Step 3: Sand Everything
It makes it look nicer, be safer, and absorb the stain or paint better at your finishing stage.
Step 4: Assembly
Start at the bottom. Drill the shelf end pieces to the shelves. (If you are using thinner boards for your shelves you might want to screw the shelves on to the end pieces instead of the end pieces on to the shelves.)
Then screw the four posts to the shelves using longer screws (>2.5")
Important: Screwing the posts to the sides of the shelf board grabs the grain better than screwing it to the shelf end pieces and will provide more stability. Also I pre-drill all the holes for the screws.
It's a bit wobbly at this stage. But it will gain stability with each shelf you add and 2 corner pieces at the end.
Measure from top of each self 13 inches (or more if you'd like more space for taller plants) and pencil mark it. That's where your next shelf will go. Keep building it up. You may require a helper (or a box or a stack of books) to hold the shelf in place while you put in the screws.
Step 5: Stability
Your stand should already be quite stable by the time you're done installing the top shelf. But a couple of simple corner pieces will do the ultimate trick.
Place them on the top or bottom on what you choose to be the back side of your stand. Fit them with 4 screws. Done.
Step 6: Wheels
This is optional, but helps immensely with moving around a heavy duty 4'x5' shelf like this one. four smallish rubber or plastic swivel wheels will do the trick. They should have a stopper for when you need the shelf to just stay put. Fit 4 wheels to the bottom of your stand.
Step 7: Painting Finishing
The stand is built and it is functional and looks awesome as is.
I did decide to stain it with an old urethane oak stain I had sitting around. You can decide to paint, stain, colour wash or varnish it. If you're using one of the stronger VOC emitting products, make sure you're working in a well ventilated area. Give it a couple of weeks to off-gas before putting your planter trays on it. Also bear in mind that preciously painted or treated wood may not absorb a lot of stain. I made the mistake to not wipe off the excess stain and it dried to a sticky surface in the end. Oh well....
Step 8: LED Light Assembly
Here's a low tech solution to adjustable height of the lighting: string and drill holes :o)
Normally I would have used loop screws, but I had none around. So I decided to drill a hole through the top of each shelf for each light (two lights for each shelf) threading a string with 4 or 5 loop knots for adjustable height through it.
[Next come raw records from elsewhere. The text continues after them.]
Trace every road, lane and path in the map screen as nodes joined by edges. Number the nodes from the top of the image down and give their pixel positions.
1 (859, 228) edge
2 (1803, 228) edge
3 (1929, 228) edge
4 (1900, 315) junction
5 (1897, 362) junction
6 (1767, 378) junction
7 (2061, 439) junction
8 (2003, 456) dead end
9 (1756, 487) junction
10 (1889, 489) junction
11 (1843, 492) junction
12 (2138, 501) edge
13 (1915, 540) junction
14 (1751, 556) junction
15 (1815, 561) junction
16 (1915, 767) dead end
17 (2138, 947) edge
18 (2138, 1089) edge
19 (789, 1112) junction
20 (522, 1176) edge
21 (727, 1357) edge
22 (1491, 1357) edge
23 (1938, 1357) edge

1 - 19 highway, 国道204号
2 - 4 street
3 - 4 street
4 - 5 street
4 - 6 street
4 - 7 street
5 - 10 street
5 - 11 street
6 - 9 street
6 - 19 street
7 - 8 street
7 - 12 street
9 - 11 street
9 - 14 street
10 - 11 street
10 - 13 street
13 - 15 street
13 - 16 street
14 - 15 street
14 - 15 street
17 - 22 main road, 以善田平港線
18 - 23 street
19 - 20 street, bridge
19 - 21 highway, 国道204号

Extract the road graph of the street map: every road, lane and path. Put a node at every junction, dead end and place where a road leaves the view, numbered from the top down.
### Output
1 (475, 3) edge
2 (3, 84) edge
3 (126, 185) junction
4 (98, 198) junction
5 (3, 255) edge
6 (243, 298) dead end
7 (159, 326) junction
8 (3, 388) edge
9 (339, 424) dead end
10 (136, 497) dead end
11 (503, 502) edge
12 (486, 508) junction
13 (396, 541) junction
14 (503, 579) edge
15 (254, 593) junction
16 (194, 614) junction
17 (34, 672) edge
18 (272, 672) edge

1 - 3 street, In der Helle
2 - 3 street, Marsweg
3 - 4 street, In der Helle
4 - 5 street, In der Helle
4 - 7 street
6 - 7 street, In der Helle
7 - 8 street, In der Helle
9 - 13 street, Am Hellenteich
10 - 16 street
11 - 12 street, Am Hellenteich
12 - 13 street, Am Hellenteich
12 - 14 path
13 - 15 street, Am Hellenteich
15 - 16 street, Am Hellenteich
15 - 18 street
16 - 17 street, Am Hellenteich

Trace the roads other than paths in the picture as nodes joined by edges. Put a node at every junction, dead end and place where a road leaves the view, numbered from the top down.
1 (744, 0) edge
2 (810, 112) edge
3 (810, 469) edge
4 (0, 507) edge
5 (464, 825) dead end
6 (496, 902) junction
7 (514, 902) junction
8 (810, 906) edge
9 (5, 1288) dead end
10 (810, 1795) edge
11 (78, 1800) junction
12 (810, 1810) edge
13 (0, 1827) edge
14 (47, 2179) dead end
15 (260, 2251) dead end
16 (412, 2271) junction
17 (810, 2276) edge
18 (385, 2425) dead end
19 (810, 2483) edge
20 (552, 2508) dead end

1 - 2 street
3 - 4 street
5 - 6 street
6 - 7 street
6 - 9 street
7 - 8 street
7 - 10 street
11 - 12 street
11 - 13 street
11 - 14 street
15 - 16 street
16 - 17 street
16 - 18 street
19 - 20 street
Fasten it simply by hooking it onto a screw above the drilled hole.
This is totally improvised. If you come up with a different and more functional solution, do let me know.
Use thinner wood for lighter shelves. 1x6 and 1x8 will certainly work. Or salvaged, recycled finished shelf pieces if you can find them long enough.
Of course you can use the same design for 2 ft long shelves if that's the size grow lights you have or want to just fit it into a smaller space.
It's done. If you can operate a saw and don't mind handling timber in a robust, creative and fit for your purpose kind of way you can build this in less than a day. With your toddler and other fun duties getting in the way you might give it a day and a half.
I hope you'll be inspired, or just nudged to get this project going. Let the growing begin.